The spread and growth of alternative certification into almost every state has resulted in greater change than any event in the history of teacher education. I would like to just mention some of these effects as time permits.

The first thing that alternative routes have demonstrated is that it is possible to get math/science teachers. State content exams rather than “majoring” has opened the schools to qualified career changers from engineering and numerous technical fields.

Second, alternative routes have demonstrated that it is counter productive to leave universities in control over who becomes a special education teacher. They offer sixty or more credits of coursework rather than on selecting those who can relate to the children. This is the area that has received the largest amount of federal grants and shown the least progress in supplying the teachers.

Third, alternative routes have demonstrated that adults not late adolescents can teach all children to learn and achieve. My Star Teacher Selection Interview is now used in over 160 cities and brings over 30,000 adults into teaching every year. Individuals who say they want to teach diverse children in poverty and are over 30 years of age pass the interview at a rate of one in three. Teacher candidates under 25 who seek positions serving diverse children in poverty pass the interview at a rate of one in ten.

Fourth, alternative routes have demonstrated that the primary knowledge base teachers need is content knowledge and that teaching know-how and methods are best taught on-the-job. The best way to learn to teach is by actually teaching and having access to a mentor, other teachers and on-line resources. If education courses and student teaching could provide the teachers America needs we would not be hiring over 2,000,000 teachers between 2000 and 2010.

Fifth, alternative routes have demonstrated that failing schools and schools indicated for improvement can be turned around, by putting a critical mass of alternative route teachers in them. The Buffalo Creek School in Spring Branch, Houston and the Highgate Heights School in Buffalo used the Star Teacher Selection Interview for selecting faculty who turned their schools around.

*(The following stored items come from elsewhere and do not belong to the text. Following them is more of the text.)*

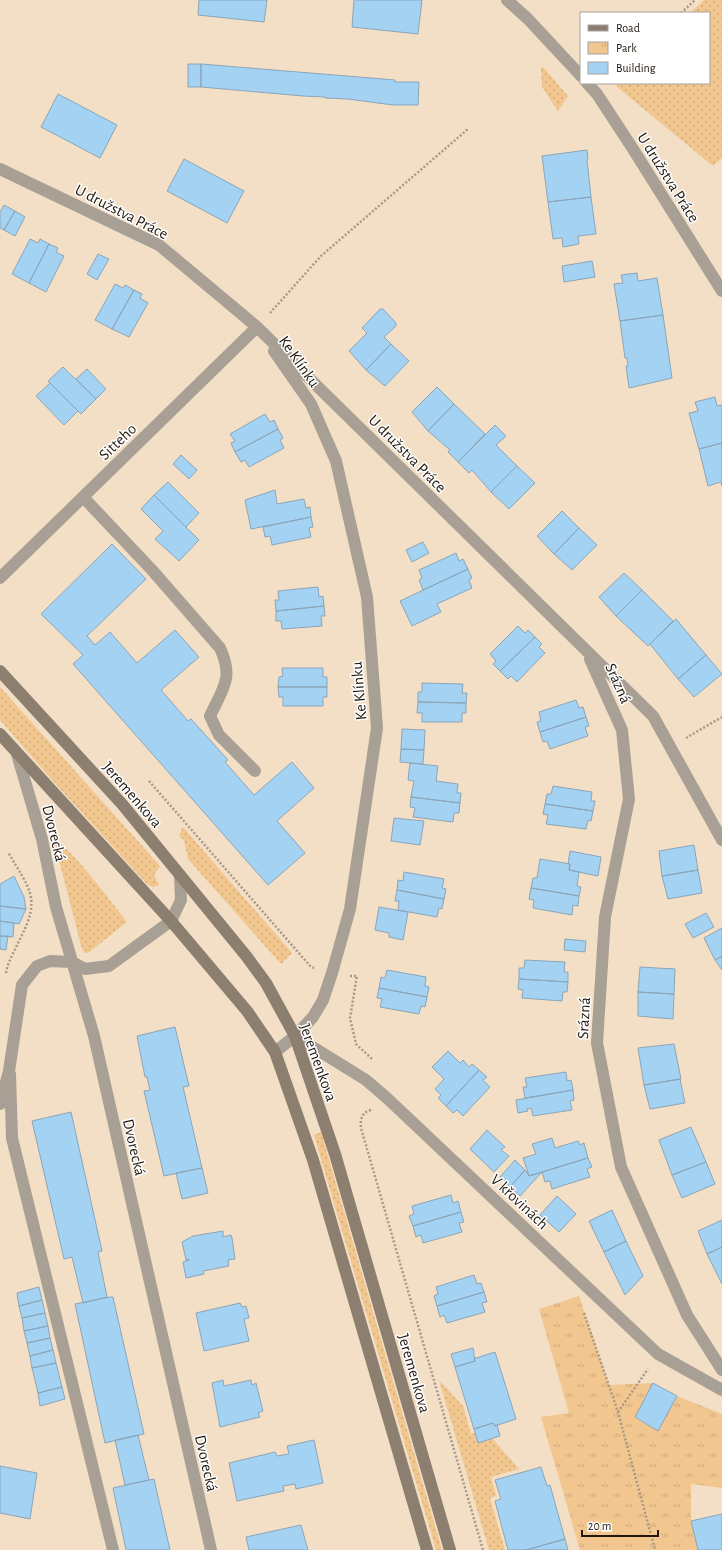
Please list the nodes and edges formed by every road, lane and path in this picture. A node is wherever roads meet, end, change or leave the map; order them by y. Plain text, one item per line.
1 (507, 0) edge
2 (695, 0) edge
3 (682, 12) edge
4 (580, 75) edge
5 (588, 84) edge
6 (468, 129) dead end
7 (0, 169) edge
8 (722, 291) edge
9 (257, 327) junction
10 (83, 497) junction
11 (0, 578) edge
12 (587, 652) junction
13 (0, 671) edge
14 (722, 717) edge
15 (0, 734) edge
16 (690, 736) dead end
17 (17, 754) junction
18 (255, 771) dead end
19 (149, 781) dead end
20 (722, 840) edge
21 (8, 852) dead end
22 (180, 876) junction
23 (171, 921) junction
24 (72, 962) junction
25 (332, 973) junction
26 (4, 980) dead end
27 (296, 1036) junction
28 (274, 1052) junction
29 (372, 1060) dead end
30 (10, 1071) junction
31 (388, 1099) junction
32 (0, 1104) edge
33 (584, 1310) dead end
34 (658, 1354) junction
35 (722, 1370) edge
36 (722, 1390) edge
37 (618, 1412) junction
38 (113, 1550) edge
39 (211, 1550) edge
40 (427, 1550) edge
41 (450, 1550) edge
42 (483, 1550) edge
43 (655, 1550) edge

1 - 4 street
2 - 3 path
5 - 8 street, U družstva Práce
6 - 9 path
7 - 9 street, U družstva Práce
9 - 10 street, Sitteho
9 - 12 street, U družstva Práce
9 - 25 street, Ke Klínku
10 - 11 street, Sitteho
10 - 18 street
12 - 20 street, U družstva Práce
12 - 35 street, Srázná
13 - 22 street, Jeremenkova
14 - 16 path
15 - 17 street
17 - 23 street
17 - 24 street, Dvorecká
19 - 25 path
21 - 26 path
22 - 23 street
22 - 27 street, Jeremenkova
23 - 24 street
23 - 28 street
24 - 30 street
24 - 39 street, Dvorecká
25 - 27 street, Ke Klínku
25 - 29 path
27 - 28 street, Ke Klínku
27 - 31 street, V křovinách
27 - 41 street, Jeremenkova
28 - 40 street
30 - 32 street
30 - 38 street
31 - 34 street, V křovinách
31 - 42 path
33 - 37 path
34 - 36 street, V křovinách
34 - 37 path
37 - 43 path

Sixth, alternative routes have demonstrated that there are people of color who are college graduates (at least ten times the number of those in traditional university based programs) who can be brought into teaching. Every urban area has a substantial pool of college graduates of color who are willing to function as teachers but not as students in schools of education. I am not citing someone’s written claims here, but what we have demonstrated in Milwaukee since 1993. In one program teachers of color are 75% of the teachers and in a second they constitute over 40% and 94% were still teaching after ten years. Bear in mind that the average career of a teacher nationally is now down to eleven years.

Seventh, alternative routes have demonstrated that a large pool of males, (again, at least ten times the number of those in traditional university based programs), can be brought into teaching. By being able to earn while they are developing as teachers, adult males with responsibilities can be selected and prepared.

Eighth, alternative programs have demonstrated that local teacher unions will support hiring and firing arrangements for beginning teachers in alternative programs which they have not traditionally supported. Our local is the largest bargaining unit in the NEA. We have a long standing agreement with this local to not defend ACP Teachers who are failing and must be dismissed. Our local serves on our board and helps make the policies which guide our ACP’s.

Ninth, alternative routes have changed the meaning of “fully qualified teachers.” A newly licensed college graduate is not “fully qualified” to teach all children. “Fully qualified” should only be applied to teachers who have demonstrated competence not to those who have completed education courses. As a result, many states now recognize candidates in ACP’s as “fully qualified.”

Tenth, alternative routes have connected teacher hiring practices with expectations of improved student achievement. As a result of ACP we can now evaluate teachers on the basis of outcomes rather than inputs.

Eleventh, alternative routes are helping to deregulate the nature of state licensure. As states are beginning to accept greater responsibility for what is happening to the children they are supporting more outcome based programs rather than merely serving as gatekeepers for traditional routes.

Twelfth, ACP is replacing long term subs who have kept urban districts afloat. More highly qualified ACP teachers who can demonstrate competence with children and youth have replaced people from the neighborhood who have simply kept many urban schools open for decades as custodial institutions.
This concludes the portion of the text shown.